Of the entries below, copy only those lines that contain the word "roads".

Data for analysis:

########

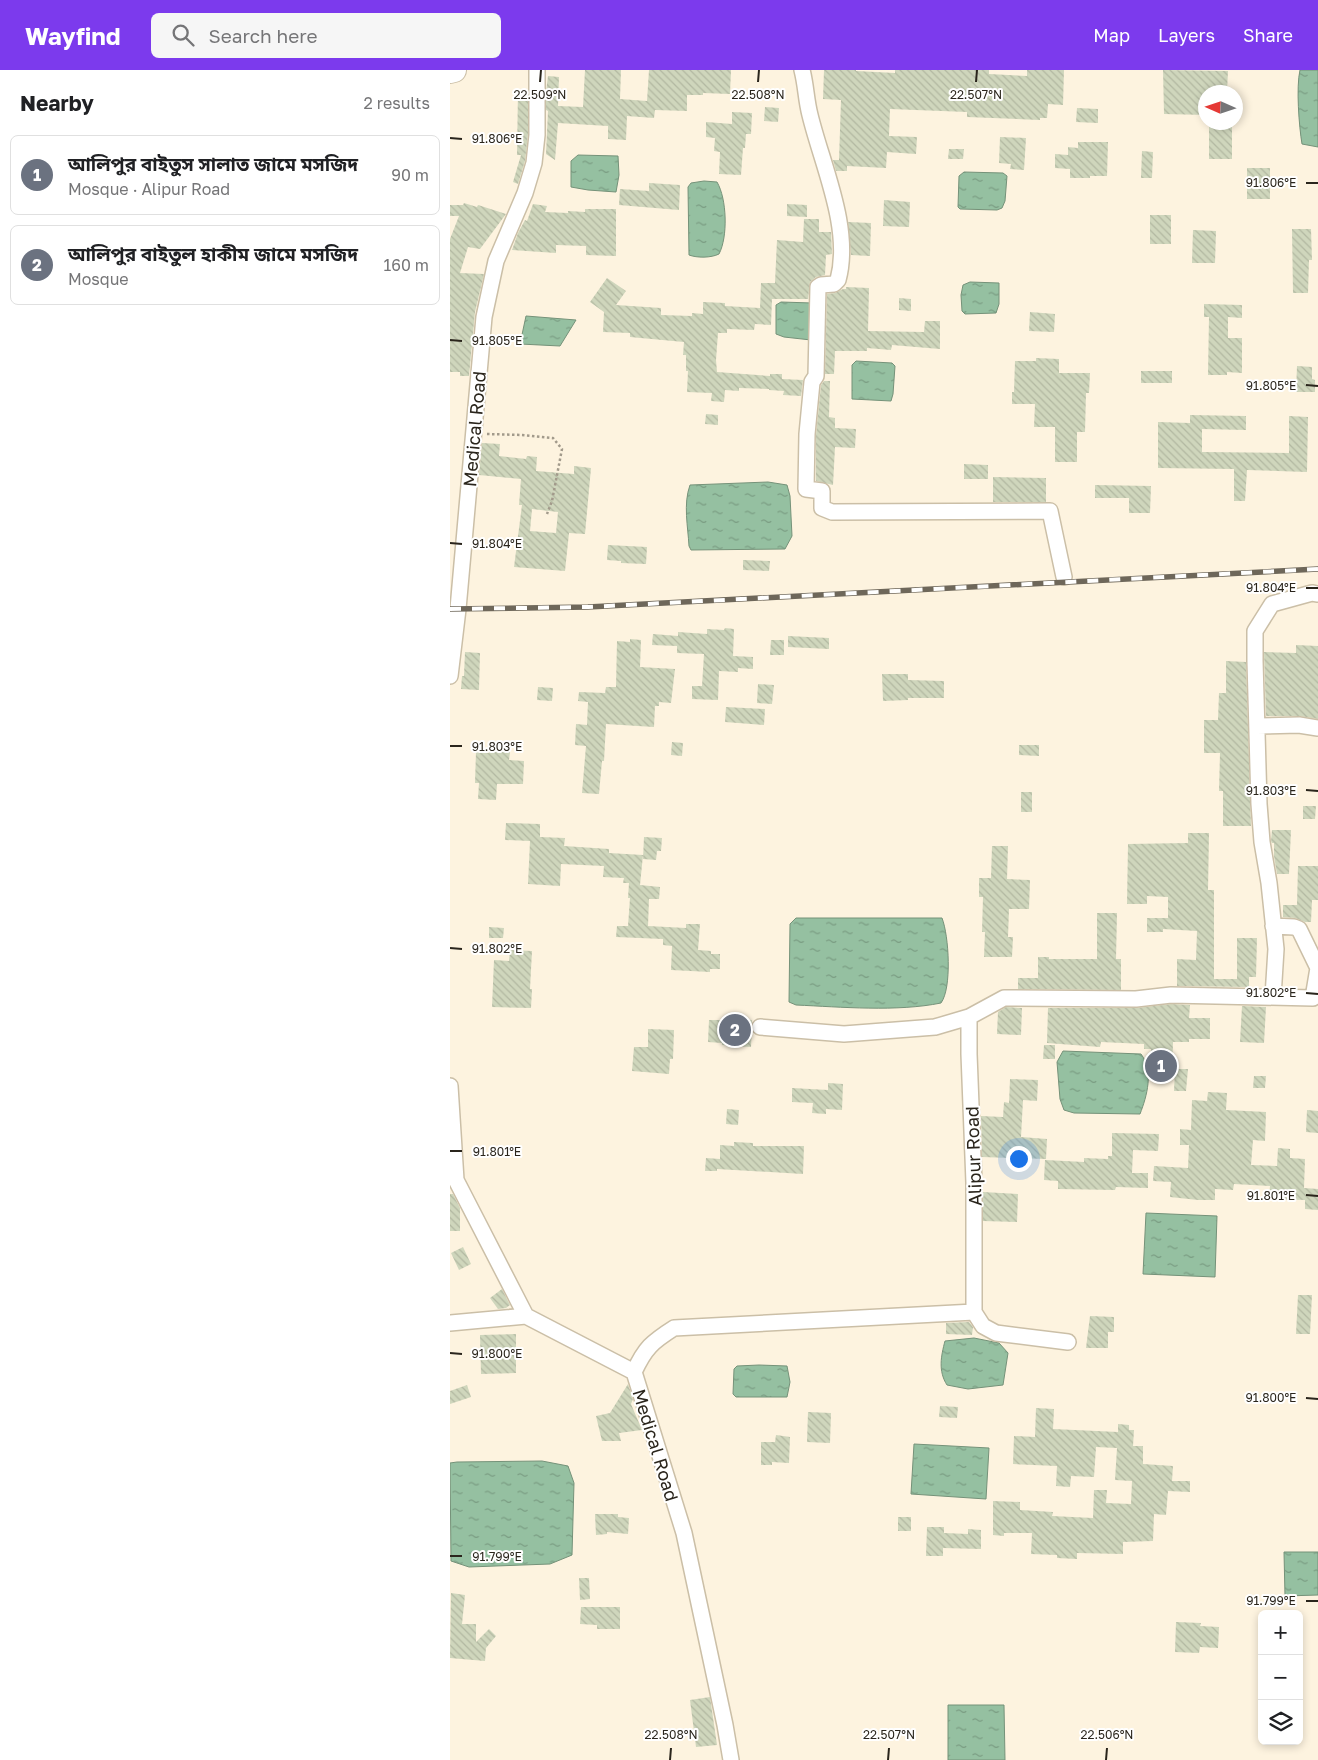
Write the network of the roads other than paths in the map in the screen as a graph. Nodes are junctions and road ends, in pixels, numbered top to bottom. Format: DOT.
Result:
graph roads {
  1 [pos="454,70"];
  2 [pos="537,70"];
  3 [pos="802,70"];
  4 [pos="450,71"];
  5 [pos="1064,577"];
  6 [pos="1318,594"];
  7 [pos="450,676"];
  8 [pos="1257,726"];
  9 [pos="1318,728"];
  10 [pos="1273,926"];
  11 [pos="1318,968"];
  12 [pos="1273,997"];
  13 [pos="969,1017"];
  14 [pos="760,1027"];
  15 [pos="450,1086"];
  16 [pos="453,1181"];
  17 [pos="974,1312"];
  18 [pos="526,1316"];
  19 [pos="450,1323"];
  20 [pos="1068,1342"];
  21 [pos="634,1372"];
  22 [pos="730,1760"];
  1 -- 4 [label="main road"];
  2 -- 7 [label="street, Medical Road"];
  3 -- 5 [label="street"];
  6 -- 8 [label="street"];
  8 -- 9 [label="street"];
  8 -- 10 [label="street"];
  10 -- 11 [label="street"];
  10 -- 12 [label="street"];
  11 -- 12 [label="street"];
  12 -- 13 [label="street"];
  13 -- 14 [label="street"];
  13 -- 17 [label="street, Alipur Road"];
  15 -- 16 [label="street"];
  16 -- 18 [label="street"];
  17 -- 20 [label="street"];
  17 -- 21 [label="street"];
  18 -- 19 [label="street"];
  18 -- 21 [label="street, Medical Road"];
  21 -- 22 [label="street, Medical Road"];
}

########

Output of the exercise:
Write the network of the roads other than paths in the map in the screen as a graph. Nodes are junctions and road ends, in pixels, numbered top to bottom. Format: DOT.
graph roads {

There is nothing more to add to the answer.